Tranquillement, elle prit la brosse posée sur la tablette au dessus de l'évier et démêla sa longue chevelure flamboyante.
Elle ôta ensuite son pyjama de soie et entra dans la douche. Elle tourna le robinet d'eau chaude, tira machinalement le rideau et entreprit de savonner ses cheveux.
Le shampoing dans ses oreilles rendait sa perception des sons limitées mais il lui sembla entendre d'étrange bruit de l'autre côté du rideau. La femme en noir et son mari n'étaient-ils pas parti et faisaient-ils irruption dans la salle de bain ? Ou y avait-il quelqu'un d'autre ? Et dans ce cas, qui donc pouvait bien se trouver là ? Clarice émettait déjà dans son esprit une hypothèse et comme à chaque fois qu'elle songeait à Hannibal Lecter, les battements de son cœur s'accélérèrent, ses mains devinrent moites et ses idées refusèrent de revenir en ordre.
Elle ne pouvait ouvrir le rideau, n'ayant aucun vêtement sur elle mais il fallait tout de même qu'elle sache. Après tout, peut-être avait elle simplement rêvé. Elle devait en avoir le cœur net. Elle rinça ses cheveux et écouta attentivement. Elle crut percevoir de vagues soupirs mais rien de vraiment distinct. Elle arrêta l'eau qui s'écoulait du pommeau et essaya à nouveau d'entendre quelque chose. Le silence était revenu.

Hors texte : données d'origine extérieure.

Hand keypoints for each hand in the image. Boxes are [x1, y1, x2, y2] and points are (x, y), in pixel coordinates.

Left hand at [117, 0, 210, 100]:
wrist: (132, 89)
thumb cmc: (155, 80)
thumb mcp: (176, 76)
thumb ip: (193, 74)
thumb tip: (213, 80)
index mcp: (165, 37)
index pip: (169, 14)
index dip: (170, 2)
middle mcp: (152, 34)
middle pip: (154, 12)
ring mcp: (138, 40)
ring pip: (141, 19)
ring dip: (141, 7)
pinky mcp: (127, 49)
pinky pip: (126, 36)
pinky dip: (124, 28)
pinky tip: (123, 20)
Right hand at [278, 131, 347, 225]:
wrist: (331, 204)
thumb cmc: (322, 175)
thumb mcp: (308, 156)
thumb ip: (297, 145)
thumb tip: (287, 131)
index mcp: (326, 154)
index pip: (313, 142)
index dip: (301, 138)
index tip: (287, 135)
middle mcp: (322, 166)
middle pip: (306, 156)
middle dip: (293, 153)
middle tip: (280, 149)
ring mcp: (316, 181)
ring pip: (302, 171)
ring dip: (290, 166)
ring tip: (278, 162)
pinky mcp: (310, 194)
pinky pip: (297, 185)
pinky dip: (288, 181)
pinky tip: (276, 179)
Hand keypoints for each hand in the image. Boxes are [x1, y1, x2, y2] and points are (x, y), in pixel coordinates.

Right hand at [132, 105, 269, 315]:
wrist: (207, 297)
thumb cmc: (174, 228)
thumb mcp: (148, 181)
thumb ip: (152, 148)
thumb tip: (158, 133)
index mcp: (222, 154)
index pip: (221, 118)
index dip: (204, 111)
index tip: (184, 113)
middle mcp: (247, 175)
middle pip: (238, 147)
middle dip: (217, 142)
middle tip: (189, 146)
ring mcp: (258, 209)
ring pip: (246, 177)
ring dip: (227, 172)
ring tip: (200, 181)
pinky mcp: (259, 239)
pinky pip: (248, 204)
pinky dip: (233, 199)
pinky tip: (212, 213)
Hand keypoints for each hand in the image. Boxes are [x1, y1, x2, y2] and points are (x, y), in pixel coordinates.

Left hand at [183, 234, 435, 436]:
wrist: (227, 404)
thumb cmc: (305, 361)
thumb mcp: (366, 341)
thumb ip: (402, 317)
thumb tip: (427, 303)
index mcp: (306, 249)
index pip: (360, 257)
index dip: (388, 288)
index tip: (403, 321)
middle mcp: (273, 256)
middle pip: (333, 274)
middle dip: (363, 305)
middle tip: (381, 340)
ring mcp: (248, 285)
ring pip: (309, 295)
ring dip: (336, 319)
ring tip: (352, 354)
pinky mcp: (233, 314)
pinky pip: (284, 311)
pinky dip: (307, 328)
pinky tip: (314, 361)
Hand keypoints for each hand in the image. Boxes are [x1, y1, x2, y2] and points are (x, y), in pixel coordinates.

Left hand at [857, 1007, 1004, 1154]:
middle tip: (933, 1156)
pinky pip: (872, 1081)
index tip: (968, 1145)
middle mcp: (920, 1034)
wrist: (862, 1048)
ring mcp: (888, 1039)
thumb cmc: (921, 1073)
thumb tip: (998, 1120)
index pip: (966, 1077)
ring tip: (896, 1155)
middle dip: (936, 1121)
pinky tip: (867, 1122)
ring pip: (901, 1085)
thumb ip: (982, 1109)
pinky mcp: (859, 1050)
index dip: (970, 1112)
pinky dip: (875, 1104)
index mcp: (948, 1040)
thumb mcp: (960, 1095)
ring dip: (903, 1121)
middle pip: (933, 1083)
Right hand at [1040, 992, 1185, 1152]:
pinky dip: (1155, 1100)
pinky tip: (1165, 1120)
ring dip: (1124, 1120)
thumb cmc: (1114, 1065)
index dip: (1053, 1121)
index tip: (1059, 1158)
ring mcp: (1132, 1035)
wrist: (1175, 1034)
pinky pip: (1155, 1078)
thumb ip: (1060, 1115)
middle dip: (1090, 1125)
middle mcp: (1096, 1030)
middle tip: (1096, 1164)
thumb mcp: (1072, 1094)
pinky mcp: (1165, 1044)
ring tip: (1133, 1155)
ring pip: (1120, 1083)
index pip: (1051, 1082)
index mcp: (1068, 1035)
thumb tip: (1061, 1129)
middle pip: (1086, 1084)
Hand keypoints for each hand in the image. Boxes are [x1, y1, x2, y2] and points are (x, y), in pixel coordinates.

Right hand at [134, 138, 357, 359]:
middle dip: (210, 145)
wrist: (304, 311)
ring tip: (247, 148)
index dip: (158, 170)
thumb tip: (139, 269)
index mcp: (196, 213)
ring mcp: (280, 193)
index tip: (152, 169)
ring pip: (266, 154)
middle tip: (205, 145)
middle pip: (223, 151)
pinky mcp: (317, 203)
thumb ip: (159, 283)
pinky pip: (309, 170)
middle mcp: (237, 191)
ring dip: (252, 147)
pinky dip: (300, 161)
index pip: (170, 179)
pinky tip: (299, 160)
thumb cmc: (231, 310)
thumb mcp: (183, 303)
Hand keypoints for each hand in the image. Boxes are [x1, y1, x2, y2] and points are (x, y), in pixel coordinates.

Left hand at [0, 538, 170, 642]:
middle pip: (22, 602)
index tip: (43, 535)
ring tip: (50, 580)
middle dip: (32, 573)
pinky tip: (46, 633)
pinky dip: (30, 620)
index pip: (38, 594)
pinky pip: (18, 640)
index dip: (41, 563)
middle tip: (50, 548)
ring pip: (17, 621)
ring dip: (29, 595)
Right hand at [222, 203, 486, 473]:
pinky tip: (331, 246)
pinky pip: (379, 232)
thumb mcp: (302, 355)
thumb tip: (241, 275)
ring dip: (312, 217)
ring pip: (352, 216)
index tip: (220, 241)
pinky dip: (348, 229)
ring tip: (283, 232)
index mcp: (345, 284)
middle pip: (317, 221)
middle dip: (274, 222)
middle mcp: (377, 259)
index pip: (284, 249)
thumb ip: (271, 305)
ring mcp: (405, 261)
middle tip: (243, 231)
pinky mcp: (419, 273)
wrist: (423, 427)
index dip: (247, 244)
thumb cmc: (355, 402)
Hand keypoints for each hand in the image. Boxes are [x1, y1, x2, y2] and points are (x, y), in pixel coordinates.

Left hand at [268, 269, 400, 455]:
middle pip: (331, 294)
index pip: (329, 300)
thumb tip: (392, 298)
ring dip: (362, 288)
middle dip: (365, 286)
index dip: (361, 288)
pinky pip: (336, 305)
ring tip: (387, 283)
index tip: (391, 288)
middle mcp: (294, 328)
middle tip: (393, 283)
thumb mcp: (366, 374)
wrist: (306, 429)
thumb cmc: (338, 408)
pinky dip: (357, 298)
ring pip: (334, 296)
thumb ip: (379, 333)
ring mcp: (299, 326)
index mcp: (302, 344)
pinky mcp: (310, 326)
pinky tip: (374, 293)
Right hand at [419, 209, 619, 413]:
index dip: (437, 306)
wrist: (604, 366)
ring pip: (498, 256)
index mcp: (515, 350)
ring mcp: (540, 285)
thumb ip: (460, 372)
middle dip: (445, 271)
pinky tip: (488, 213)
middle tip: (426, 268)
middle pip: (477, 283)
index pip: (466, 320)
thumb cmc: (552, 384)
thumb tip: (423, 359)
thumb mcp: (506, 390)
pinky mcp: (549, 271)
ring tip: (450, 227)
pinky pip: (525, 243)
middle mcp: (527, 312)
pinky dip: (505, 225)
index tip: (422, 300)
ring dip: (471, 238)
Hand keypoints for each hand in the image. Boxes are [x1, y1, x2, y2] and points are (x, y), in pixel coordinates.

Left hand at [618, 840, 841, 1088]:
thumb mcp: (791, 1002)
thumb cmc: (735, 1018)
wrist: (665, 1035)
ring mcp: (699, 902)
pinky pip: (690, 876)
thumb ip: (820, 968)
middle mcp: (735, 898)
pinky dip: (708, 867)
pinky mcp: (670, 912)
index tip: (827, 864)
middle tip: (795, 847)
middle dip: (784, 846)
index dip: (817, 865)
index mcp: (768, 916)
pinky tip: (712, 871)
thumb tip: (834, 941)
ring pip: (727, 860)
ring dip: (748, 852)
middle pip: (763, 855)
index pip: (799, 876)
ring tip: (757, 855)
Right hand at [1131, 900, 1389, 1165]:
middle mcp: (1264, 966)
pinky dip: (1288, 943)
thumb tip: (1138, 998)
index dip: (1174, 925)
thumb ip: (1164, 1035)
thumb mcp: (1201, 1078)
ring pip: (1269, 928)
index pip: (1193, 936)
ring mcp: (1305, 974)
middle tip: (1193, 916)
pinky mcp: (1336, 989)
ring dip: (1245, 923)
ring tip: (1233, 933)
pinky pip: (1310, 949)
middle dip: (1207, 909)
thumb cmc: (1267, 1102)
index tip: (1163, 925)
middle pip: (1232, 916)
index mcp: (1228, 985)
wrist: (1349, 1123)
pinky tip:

Oubliant sa nudité, elle tira le rideau d'un coup sec et vérifia que personne ne se trouvait dans les alentours. Rassurée, elle prit une serviette et s'enroula dedans. Elle s'approcha ensuite de la glace afin de se coiffer quand elle s'aperçut que quelqu'un avait tracé un numéro de téléphone portable dans la buée due à la chaleur qui régnait dans la pièce.
Pendant un instant, elle resta prostrée devant ce message mais elle reprit soudain ses esprits et sortit de la pièce en trombe. Elle dévala les escaliers quatre à quatre et arriva enfin dans le hall, habillée seulement d'une serviette de bain. Personne. Elle n'arrivait pas à y croire. Il était là, dans le manoir, dans sa propre salle de bain. Et il avait une fois de plus disparu. Elle se demanda d'où venait cette certitude qu'il s'agissait du Docteur Lecter mais aucune réponse ne lui vint. Elle savait simplement que c'était lui.